> Task to carry out
Your answer should consist of every line from the records that holds the string "Close".

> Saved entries
>>>>>
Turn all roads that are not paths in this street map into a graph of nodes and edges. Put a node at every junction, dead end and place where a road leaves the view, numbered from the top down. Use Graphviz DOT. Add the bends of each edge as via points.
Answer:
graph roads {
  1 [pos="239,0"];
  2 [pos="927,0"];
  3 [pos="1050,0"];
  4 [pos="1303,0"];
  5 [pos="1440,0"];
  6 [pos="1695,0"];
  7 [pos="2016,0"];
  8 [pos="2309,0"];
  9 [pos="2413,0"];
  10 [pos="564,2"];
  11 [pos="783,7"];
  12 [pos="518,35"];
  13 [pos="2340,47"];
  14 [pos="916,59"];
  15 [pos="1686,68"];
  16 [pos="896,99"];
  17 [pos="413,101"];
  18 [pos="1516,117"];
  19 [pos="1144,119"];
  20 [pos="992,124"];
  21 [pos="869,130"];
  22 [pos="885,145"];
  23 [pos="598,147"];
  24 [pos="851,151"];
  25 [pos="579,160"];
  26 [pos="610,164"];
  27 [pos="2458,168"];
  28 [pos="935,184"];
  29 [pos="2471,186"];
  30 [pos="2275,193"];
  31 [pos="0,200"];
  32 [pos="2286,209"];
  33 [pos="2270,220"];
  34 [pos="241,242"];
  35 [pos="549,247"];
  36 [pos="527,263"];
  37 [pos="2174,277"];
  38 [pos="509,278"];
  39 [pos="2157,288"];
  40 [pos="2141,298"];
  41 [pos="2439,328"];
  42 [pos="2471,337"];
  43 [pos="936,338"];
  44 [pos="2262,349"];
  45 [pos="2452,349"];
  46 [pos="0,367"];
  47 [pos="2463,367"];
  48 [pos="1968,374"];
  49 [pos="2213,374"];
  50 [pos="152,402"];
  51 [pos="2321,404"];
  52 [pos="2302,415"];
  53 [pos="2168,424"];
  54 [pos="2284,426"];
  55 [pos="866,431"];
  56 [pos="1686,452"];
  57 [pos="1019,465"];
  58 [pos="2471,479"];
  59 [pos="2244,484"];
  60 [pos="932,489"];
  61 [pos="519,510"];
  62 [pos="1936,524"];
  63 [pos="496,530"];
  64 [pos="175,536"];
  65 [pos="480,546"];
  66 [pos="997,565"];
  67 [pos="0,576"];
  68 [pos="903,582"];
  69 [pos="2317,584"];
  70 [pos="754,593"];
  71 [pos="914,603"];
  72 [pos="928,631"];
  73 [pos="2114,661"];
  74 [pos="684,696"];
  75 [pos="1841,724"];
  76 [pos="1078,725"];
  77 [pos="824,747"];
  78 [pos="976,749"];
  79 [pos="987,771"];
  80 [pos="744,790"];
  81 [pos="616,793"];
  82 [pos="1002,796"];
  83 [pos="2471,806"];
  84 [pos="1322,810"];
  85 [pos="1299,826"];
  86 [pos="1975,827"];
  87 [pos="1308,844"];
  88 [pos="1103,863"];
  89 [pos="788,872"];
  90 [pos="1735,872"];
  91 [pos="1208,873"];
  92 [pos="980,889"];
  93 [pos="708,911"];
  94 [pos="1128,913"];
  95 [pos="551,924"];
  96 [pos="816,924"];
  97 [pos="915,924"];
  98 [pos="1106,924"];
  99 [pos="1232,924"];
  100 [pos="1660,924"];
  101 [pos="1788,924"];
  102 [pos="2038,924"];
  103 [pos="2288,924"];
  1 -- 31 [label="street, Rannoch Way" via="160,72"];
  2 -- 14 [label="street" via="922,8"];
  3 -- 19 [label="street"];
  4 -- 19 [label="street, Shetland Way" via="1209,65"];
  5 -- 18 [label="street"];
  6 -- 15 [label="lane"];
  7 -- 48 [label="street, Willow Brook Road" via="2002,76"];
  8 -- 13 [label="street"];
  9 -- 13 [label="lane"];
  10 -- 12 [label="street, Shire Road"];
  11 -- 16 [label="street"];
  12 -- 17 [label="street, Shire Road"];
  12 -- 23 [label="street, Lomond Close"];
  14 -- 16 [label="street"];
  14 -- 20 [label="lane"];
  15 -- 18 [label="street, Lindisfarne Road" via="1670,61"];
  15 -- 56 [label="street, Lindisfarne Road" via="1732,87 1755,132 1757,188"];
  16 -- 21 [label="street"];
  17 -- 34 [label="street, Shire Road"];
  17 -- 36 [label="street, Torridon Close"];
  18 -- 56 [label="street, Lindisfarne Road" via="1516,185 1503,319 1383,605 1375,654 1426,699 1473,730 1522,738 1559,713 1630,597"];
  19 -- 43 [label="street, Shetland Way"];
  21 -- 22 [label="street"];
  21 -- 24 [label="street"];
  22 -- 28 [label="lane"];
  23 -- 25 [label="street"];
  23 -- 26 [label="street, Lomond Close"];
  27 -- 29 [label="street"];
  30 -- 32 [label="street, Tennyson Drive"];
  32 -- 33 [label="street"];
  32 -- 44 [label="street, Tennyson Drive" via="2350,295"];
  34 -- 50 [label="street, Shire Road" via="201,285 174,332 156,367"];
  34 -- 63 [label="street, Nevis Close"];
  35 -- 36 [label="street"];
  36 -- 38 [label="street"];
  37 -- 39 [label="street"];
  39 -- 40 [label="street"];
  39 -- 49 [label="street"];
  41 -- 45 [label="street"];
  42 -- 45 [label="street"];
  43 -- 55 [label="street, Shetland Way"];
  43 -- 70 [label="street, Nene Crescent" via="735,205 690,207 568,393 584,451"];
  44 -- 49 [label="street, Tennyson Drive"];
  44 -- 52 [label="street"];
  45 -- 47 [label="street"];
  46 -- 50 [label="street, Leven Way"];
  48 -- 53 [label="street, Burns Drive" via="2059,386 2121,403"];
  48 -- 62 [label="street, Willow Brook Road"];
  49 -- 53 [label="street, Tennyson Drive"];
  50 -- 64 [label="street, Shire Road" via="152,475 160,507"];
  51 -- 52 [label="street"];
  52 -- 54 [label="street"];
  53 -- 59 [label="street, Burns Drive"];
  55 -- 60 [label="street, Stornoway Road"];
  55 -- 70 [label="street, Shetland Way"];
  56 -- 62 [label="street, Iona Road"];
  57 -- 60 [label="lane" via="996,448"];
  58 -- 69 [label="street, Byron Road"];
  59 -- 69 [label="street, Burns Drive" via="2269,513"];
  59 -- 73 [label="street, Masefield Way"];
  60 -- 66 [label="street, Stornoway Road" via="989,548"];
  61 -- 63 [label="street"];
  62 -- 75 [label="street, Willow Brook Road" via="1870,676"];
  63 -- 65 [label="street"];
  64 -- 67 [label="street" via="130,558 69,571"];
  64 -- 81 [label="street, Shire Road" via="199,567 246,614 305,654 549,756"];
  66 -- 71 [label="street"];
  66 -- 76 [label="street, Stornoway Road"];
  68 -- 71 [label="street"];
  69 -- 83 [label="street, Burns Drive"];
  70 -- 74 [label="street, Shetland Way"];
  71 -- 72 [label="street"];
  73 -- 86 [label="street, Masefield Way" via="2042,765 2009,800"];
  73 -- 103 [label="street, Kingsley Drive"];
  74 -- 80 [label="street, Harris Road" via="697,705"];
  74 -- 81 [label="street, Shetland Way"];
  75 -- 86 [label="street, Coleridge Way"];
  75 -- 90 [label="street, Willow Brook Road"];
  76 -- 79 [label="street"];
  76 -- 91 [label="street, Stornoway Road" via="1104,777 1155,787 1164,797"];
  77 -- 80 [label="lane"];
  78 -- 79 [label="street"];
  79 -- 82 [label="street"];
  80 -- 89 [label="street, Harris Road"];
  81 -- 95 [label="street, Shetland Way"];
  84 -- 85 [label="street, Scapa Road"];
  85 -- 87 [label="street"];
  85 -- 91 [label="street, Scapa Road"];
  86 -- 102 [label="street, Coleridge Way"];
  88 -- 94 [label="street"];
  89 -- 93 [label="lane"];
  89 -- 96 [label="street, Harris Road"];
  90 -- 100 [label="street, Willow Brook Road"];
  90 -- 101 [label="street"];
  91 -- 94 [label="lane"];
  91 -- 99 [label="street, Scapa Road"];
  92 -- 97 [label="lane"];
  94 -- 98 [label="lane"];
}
<<<<<
> Response to this exercise
  12 -- 23 [label="street, Lomond Close"];
  17 -- 36 [label="street, Torridon Close"];
  23 -- 26 [label="street, Lomond Close"];
  34 -- 63 [label="street, Nevis Close"];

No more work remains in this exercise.